Replacing a field in a dump file with the equivalent field from another dump file

Hello, I want to replace the soil moisture field from the start dump of one of our simulations (u-ds882), which uses UM vn13.0, with the start dump from another simulation (bb055) which used vn10.8. I’m having problems converting these files into netcdf and back cleanly (using cfa), so I’m not able to use xarray or nco to edit, which would be my preferred tools. I think I need to modify the files directly but I have very little experience with Met Office file formats.

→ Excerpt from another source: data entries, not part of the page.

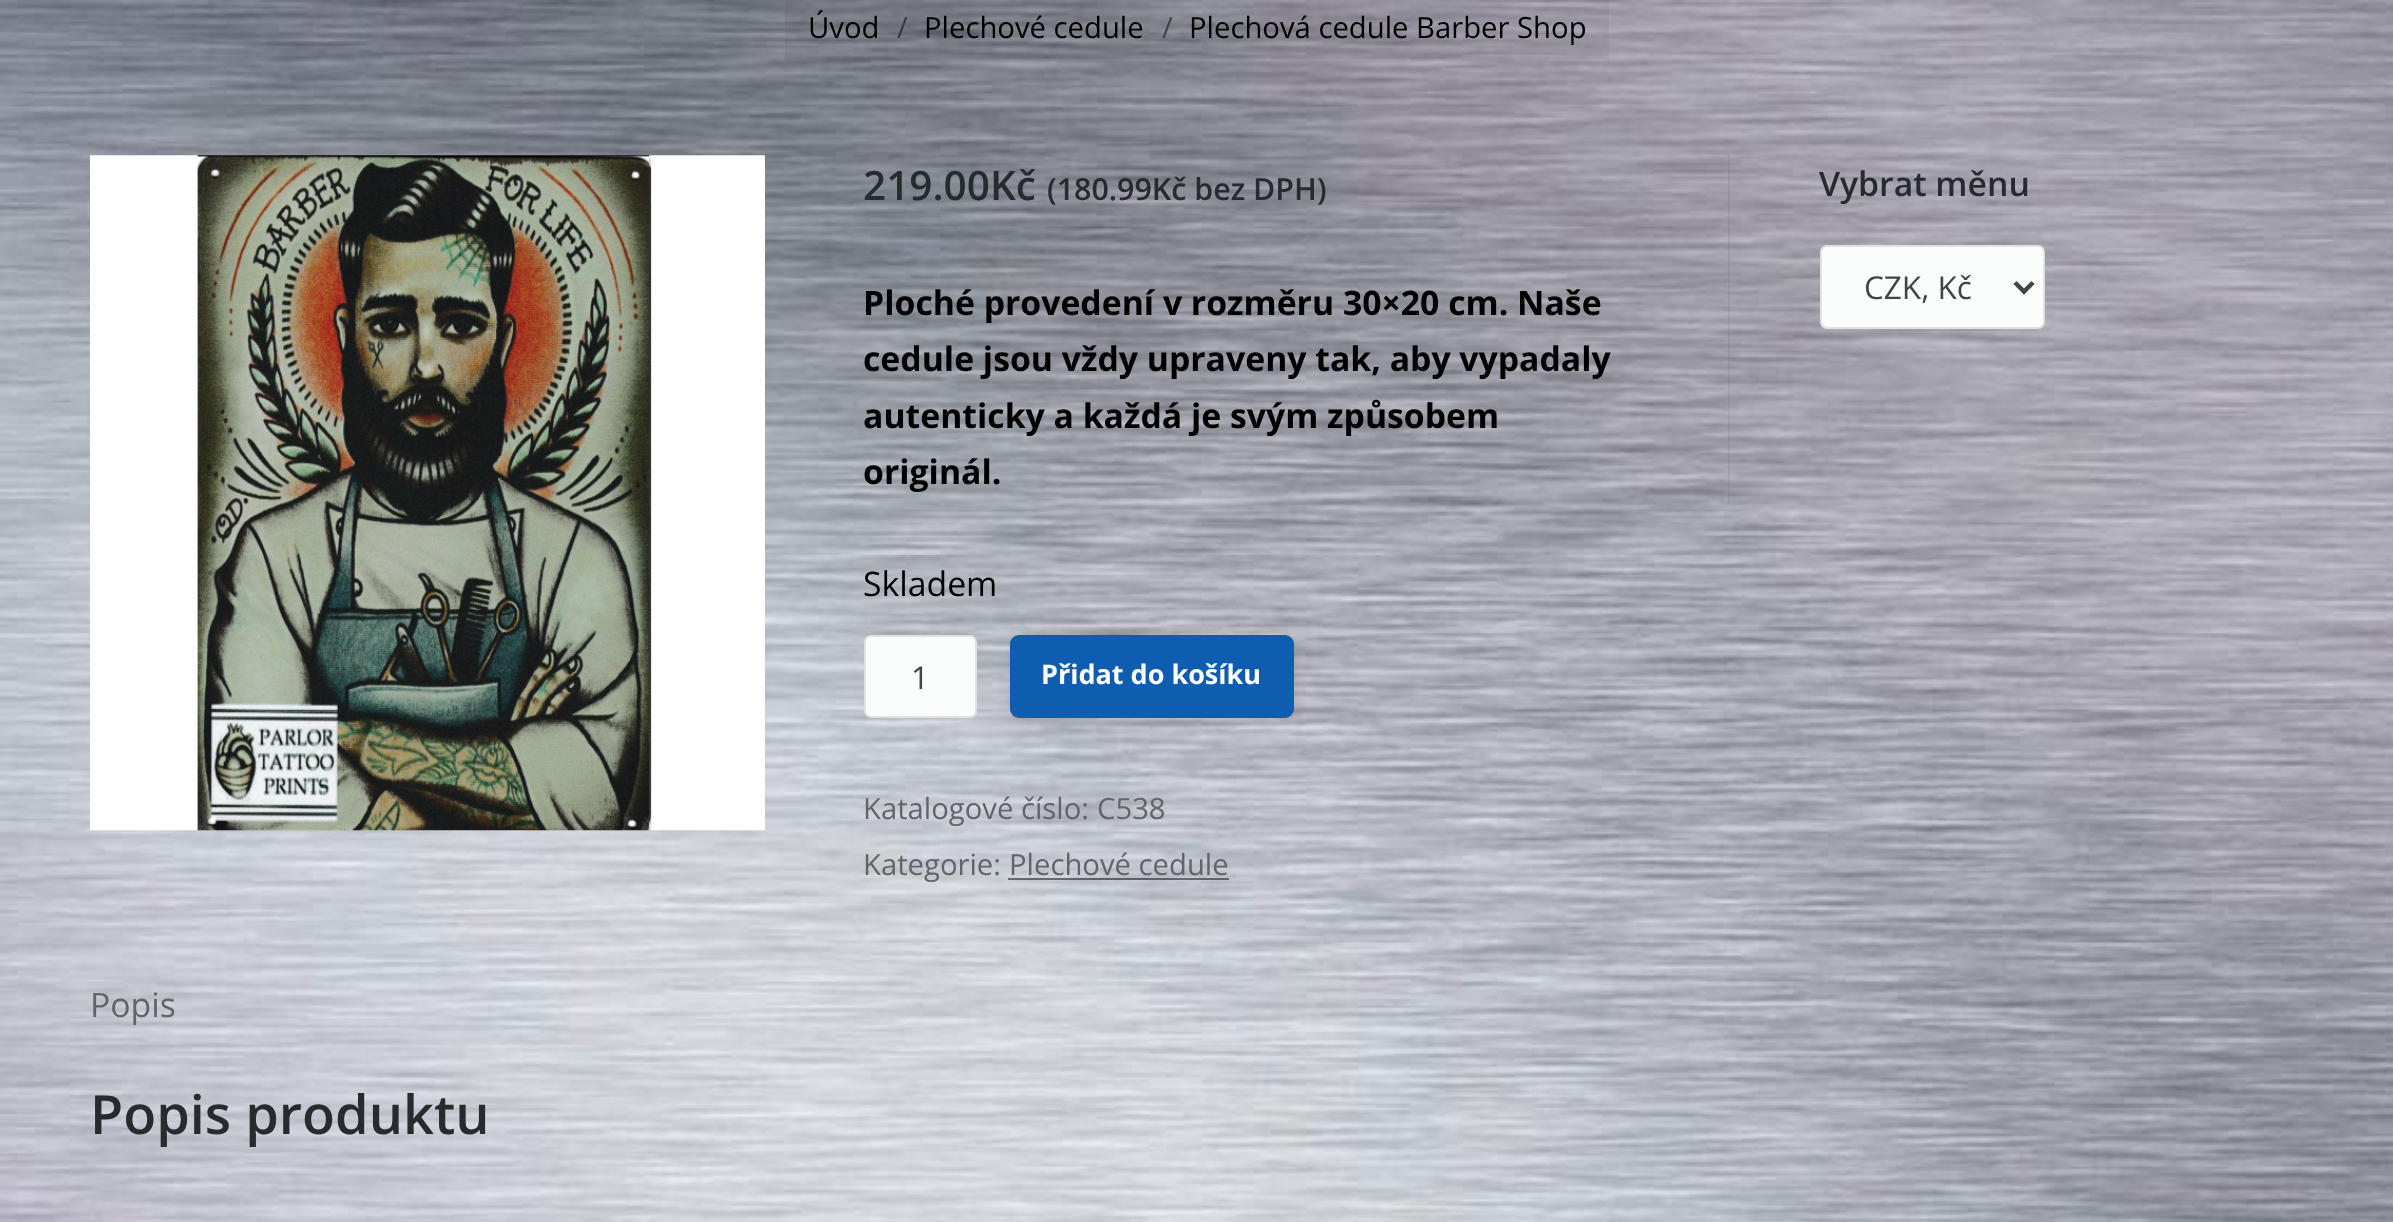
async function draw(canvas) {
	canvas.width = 2393;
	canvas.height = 1222;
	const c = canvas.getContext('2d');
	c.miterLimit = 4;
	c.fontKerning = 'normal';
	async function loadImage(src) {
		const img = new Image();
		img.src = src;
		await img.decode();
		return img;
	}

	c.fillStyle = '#fff';
	c.fillRect(0, 0, 2393, 1222);
	c.drawImage(await loadImage('img1.png'), 0, 0, 2393, 1222);
	c.fillStyle = '#0000000d';
	c.fillRect(785, 0, 824, 59);
	c.font = '29.25px Open Sans';
	c.fillStyle = '#000';
	c.fillText('Úvod', 808, 38);
	c.fillStyle = '#39393f';
	c.fillText('/', 897, 38);
	c.fillStyle = '#000';
	c.fillText('Plechové cedule', 924, 38);
	c.fillStyle = '#444';
	c.fillText('/', 1162, 38);
	c.fillStyle = '#000';
	c.fillText('Plechová cedule Barber Shop', 1189, 38);
	c.drawImage(await loadImage('img2.png'), 90, 155, 675, 676);
	c.font = '600 40.5px Open Sans';
	c.fillStyle = '#262b2e';
	c.fillText('219.00Kč', 863, 200);
	c.font = '600 30.4px Open Sans';
	c.fillText('(180.99Kč bez DPH)', 1047, 200);
	c.font = 'bold 33.75px Open Sans';
	c.fillStyle = '#000';
	for (const [text, x, y] of [
		['Ploché provedení v rozměru 30×20 cm. Naše', 863, 315],
		['cedule jsou vždy upraveny tak, aby vypadaly', 863, 371],
		['autenticky a každá je svým způsobem', 863, 428],
		['originál.', 863, 484],
	]) {
		c.fillText(text, x, y);
	}
	c.font = '33.75px Open Sans';
	c.fillText('Skladem', 863, 596);
	c.fillStyle = '#fbfcfc';
	c.beginPath();
	c.roundRect(865, 636, 111, 81, 6);
	c.fill();
	c.strokeStyle = '#e0e1e1';
	c.lineWidth = 2;
	c.stroke();
	c.font = '31.5px Open Sans';
	c.fillStyle = '#444';
	c.fillText('1', 911, 689);
	c.fillStyle = '#0000001f';
	c.filter = 'blur(7px)';
	c.beginPath();
	c.roundRect(1010, 637, 284, 83, 9);
	c.fill();
	c.filter = 'none';
	c.fillStyle = '#0e5db0';
	c.beginPath();
	c.roundRect(1010, 635, 284, 83, 9);
	c.fill();
	c.font = 'bold 27px Open Sans';
	c.fillStyle = '#fff';
	c.fillText('Přidat do košíku', 1041, 684);
	c.font = '29.25px Open Sans';
	c.fillStyle = '#626468';
	for (const [text, x, y] of [
		['Katalogové číslo:', 863, 819],
		['C538', 1097, 819],
		['Kategorie:', 863, 875],
		['Plechové cedule', 1009, 875],
	]) {
		c.fillText(text, x, y);
	}
	c.fillStyle = '#00000080';
	c.fillRect(1008, 878, 221, 2);
	c.font = '33.75px Open Sans';
	c.fillStyle = '#626468';
	c.fillText('Popis', 90, 1017);
	c.font = '600 54px Open Sans';
	c.fillStyle = '#262b2e';
	c.fillText('Popis produktu', 90, 1134);
	c.fillStyle = '#676b6d26';
	c.fillRect(1728, 155, 2, 349);
	c.font = '600 33.75px Open Sans';
	c.fillStyle = '#262b2e';
	c.fillText('Vybrat měnu', 1819, 196);
	c.fillStyle = '#fbfcfc';
	c.beginPath();
	c.roundRect(1821, 246, 223, 82, 6);
	c.fill();
	c.stroke();
	c.beginPath();
	c.moveTo(2015, 282.5);
	c.lineTo(2024, 291.5);
	c.lineTo(2033, 282.5);
	c.strokeStyle = '#444';
	c.lineWidth = 4.5;
	c.stroke();
	c.font = '31.5px Open Sans';
	c.fillStyle = '#444';
	c.fillText('CZK, Kč', 1864, 299);
}

draw(document.querySelector('canvas'));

What would be the recommended tool(s) to do this? Reading online, it seems like mule and iris are the main tools, maybe cf-python - which would be better for this task?

Does anyone have any scripts which do something similar, they are happy to share? Or point in the direction of some training example scripts which do something similar?

Hi Scott,

Can you elaborate which field (stashcode) you are trying to replace ? With reconfiguration one can initialise any prognostic either from an ancillary, or directly another dump (e.g. initialising of chemical tracers).
Note that there may be changes to the land-sea mask between the two model versions, so directly overwriting can cause a mismatch at sea/ lake edges, ice points, etc.

Mohit

Hi Mohit,

I’m trying to replace “SOIL MOISTURE CONTENT IN A LAYER”, stash code: 0-9. Advice on how to do this welcome.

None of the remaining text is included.